20.2 A 55 year old man with no past history of ischaemic heart disease is 3 days post total hip replacement surgery. He has an episode of chest pain that sounds ischaemic, began at rest and lasts thirty minutes before resolving fully. There are no ECG changes nor troponin rise. The diagnosis is
a. No diagnosis made
b. Unstable angina
c. STEMI
d. NSTEMI
e. MINS
b. Unstable angina
Not a Repeat, no Tropnin rise in this question making the answer unstable angina as opposed to NSTEMI
UTD:
Unstable angina (UA) and acute non-ST elevation myocardial infarction (NSTEMI) differ primarily in whether the ischemia is severe enough to cause sufficient myocardial damage to release detectable quantities of a marker of myocardial injury (troponins):
●UA is considered to be present in patients with ischemic symptoms suggestive of an ACS and no elevation in troponins, with or without electrocardiogram changes indicative of ischemia (eg, ST segment depression or transient elevation or new T wave inversion).

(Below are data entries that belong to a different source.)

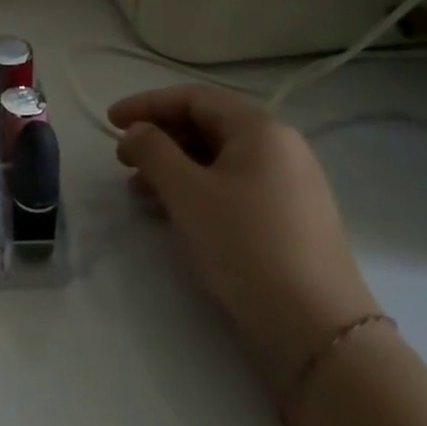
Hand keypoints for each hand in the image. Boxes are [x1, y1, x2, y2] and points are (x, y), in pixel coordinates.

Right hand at [111, 85, 377, 392]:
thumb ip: (152, 150)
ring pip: (217, 158)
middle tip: (122, 158)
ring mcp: (289, 184)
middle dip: (159, 136)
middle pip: (207, 125)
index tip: (110, 122)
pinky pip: (232, 184)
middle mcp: (280, 148)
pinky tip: (173, 210)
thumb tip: (137, 131)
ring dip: (172, 165)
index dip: (146, 104)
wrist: (316, 326)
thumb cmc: (244, 243)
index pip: (193, 98)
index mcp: (260, 130)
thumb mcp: (186, 191)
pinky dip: (196, 187)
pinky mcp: (288, 217)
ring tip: (139, 190)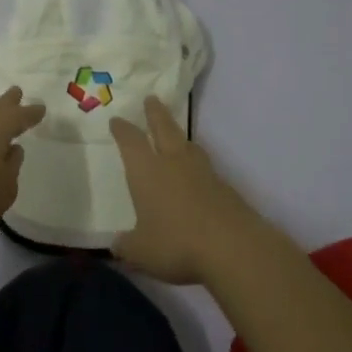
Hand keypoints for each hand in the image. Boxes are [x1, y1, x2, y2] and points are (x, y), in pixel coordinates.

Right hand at [109, 97, 268, 284]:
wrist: (234, 247)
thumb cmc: (177, 243)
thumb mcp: (140, 251)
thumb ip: (126, 246)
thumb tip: (117, 245)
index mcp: (147, 171)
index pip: (130, 142)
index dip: (122, 130)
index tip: (117, 120)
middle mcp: (174, 163)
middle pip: (164, 129)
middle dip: (155, 113)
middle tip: (152, 99)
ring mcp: (203, 173)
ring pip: (188, 145)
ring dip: (179, 136)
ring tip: (176, 135)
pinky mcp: (225, 188)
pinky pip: (206, 169)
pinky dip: (197, 166)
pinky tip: (197, 177)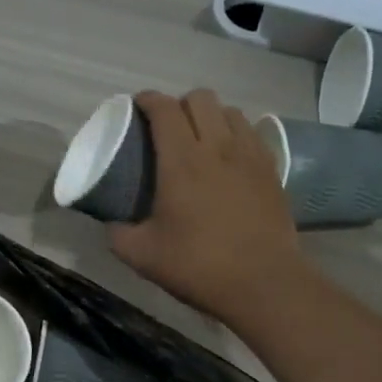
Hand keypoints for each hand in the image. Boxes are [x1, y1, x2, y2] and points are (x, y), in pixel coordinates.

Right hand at [109, 90, 305, 325]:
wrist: (262, 282)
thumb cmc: (198, 266)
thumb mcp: (142, 255)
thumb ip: (118, 233)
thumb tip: (110, 223)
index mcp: (181, 161)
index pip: (164, 109)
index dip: (147, 100)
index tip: (136, 106)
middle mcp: (217, 147)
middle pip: (200, 98)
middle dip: (179, 103)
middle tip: (167, 127)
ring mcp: (249, 156)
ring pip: (230, 111)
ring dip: (210, 116)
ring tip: (200, 139)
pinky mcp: (271, 170)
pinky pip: (252, 133)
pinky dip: (235, 134)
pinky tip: (228, 158)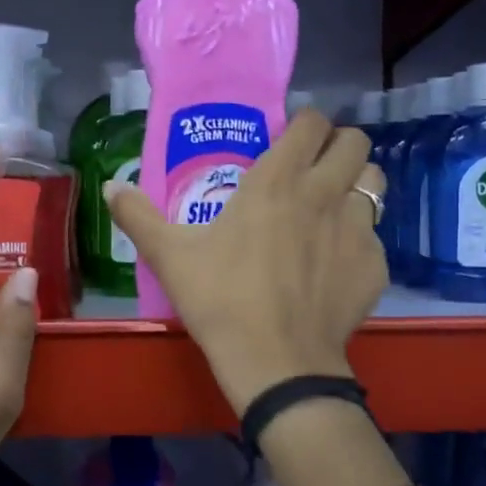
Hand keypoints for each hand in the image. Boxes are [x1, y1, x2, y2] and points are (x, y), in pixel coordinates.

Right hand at [107, 109, 386, 414]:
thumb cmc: (221, 299)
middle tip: (314, 168)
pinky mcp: (376, 265)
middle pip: (355, 142)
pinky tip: (334, 266)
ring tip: (331, 208)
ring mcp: (358, 229)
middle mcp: (325, 192)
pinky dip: (357, 241)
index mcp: (277, 180)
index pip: (311, 122)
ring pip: (374, 183)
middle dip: (337, 146)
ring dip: (355, 186)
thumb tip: (109, 187)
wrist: (276, 362)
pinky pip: (374, 237)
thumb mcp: (170, 256)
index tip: (288, 140)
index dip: (304, 124)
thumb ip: (138, 216)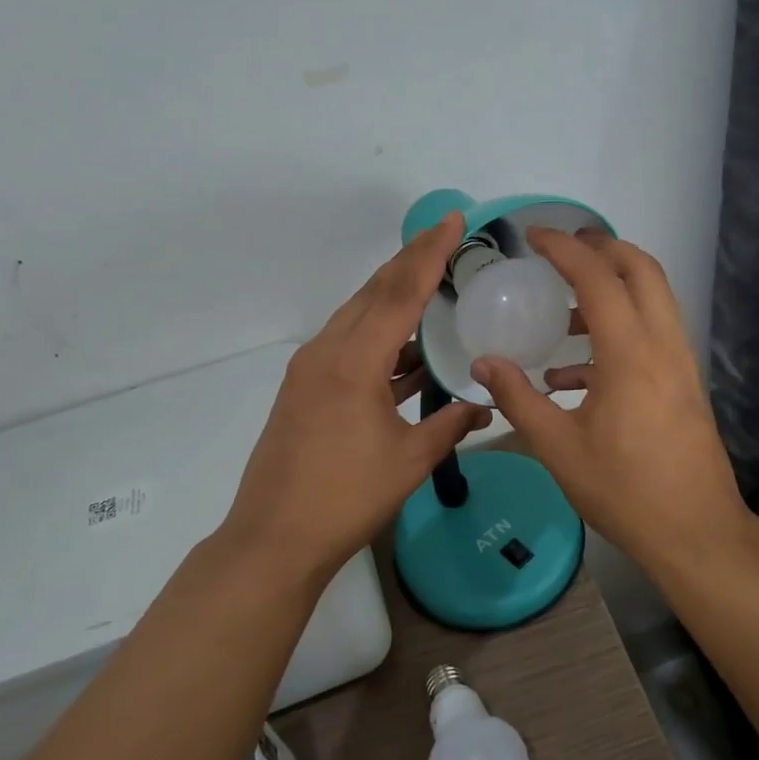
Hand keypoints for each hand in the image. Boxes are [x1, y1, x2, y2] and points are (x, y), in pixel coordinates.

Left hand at [220, 212, 492, 578]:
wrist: (274, 538)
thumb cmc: (346, 498)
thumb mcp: (409, 461)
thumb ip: (450, 425)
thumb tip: (485, 407)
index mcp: (354, 363)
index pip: (399, 293)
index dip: (429, 254)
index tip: (452, 221)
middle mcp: (327, 352)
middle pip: (374, 292)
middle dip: (411, 261)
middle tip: (445, 237)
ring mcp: (310, 368)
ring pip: (358, 315)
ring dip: (394, 296)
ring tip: (433, 284)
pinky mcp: (304, 387)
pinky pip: (349, 342)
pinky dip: (380, 334)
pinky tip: (407, 348)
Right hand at [469, 228, 751, 566]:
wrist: (696, 532)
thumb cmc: (623, 490)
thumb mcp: (558, 447)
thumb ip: (518, 398)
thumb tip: (483, 362)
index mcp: (630, 354)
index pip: (598, 278)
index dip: (565, 249)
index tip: (535, 236)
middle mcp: (663, 345)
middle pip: (642, 269)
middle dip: (603, 248)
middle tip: (563, 250)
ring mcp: (680, 363)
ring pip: (654, 298)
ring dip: (614, 287)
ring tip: (565, 308)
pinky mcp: (685, 383)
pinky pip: (653, 334)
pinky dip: (619, 329)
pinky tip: (576, 372)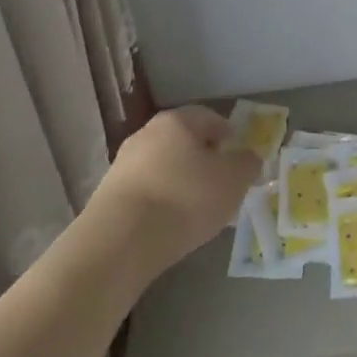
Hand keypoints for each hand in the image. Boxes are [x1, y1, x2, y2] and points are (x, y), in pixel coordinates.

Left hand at [86, 106, 260, 274]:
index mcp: (177, 121)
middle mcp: (146, 134)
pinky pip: (146, 190)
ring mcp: (123, 164)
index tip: (237, 151)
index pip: (208, 117)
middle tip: (221, 180)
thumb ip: (247, 164)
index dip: (226, 132)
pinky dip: (162, 199)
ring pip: (163, 165)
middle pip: (182, 140)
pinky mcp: (109, 195)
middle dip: (203, 157)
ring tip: (197, 207)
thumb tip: (248, 156)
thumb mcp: (233, 180)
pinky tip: (171, 222)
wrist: (121, 240)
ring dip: (181, 180)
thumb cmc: (186, 198)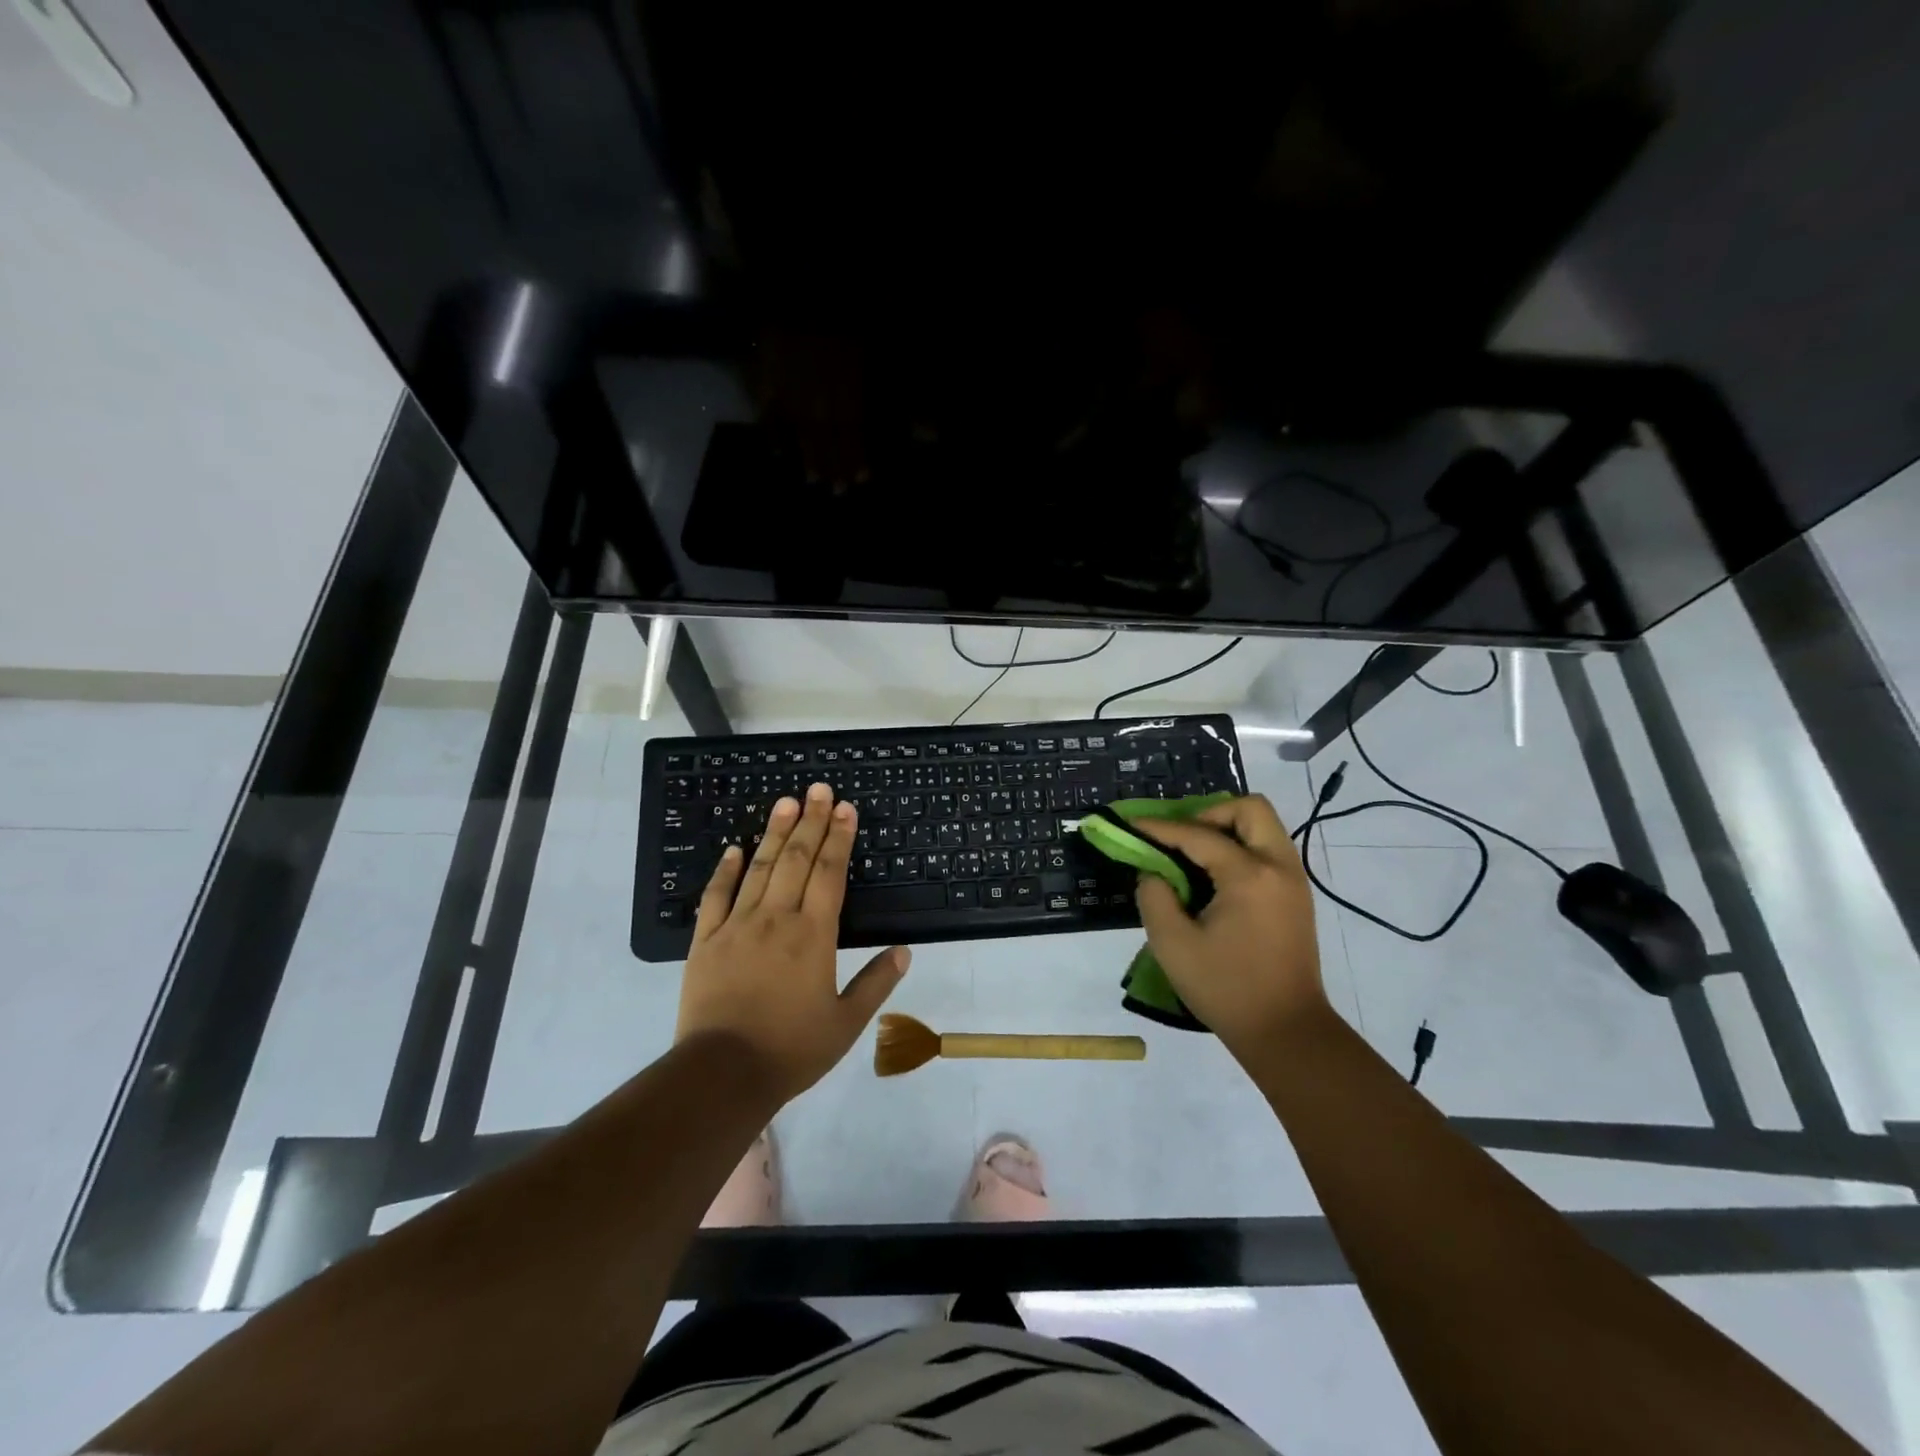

●NSTEMI is considered to be present in patients having the same manifestations as those in UA, but in whom an elevation in troponins is present.
MINS: Myocardial injury after non-cardiac surgery (up to 30 days post-op):
1. Elevated postop troponin
2. Resulting from myocardial ischaemia (i.e. no evidence of a non-ischaemic aetiology), not requiring an ischaemic feature (i.e. no chest pain, no ECG change)
VISION studies (Vascular Events in Noncardiac Surgery Patients Cohort Evaluation) demonstrated that severity of MINS strongly associated with 30-day mortality after NCS.
hs-cTnT
<20ng/L ~ 0.5% 30 day mortality
20-64ng/L ~3% 30 day mortality
65-999 ng/L ~9% 30 day mortality
>1000ng/L ~30% 30 day mortality
Whilst VISION trial identified MINS in at risk patients, the question now becomes what interventions are available to prevent this complication?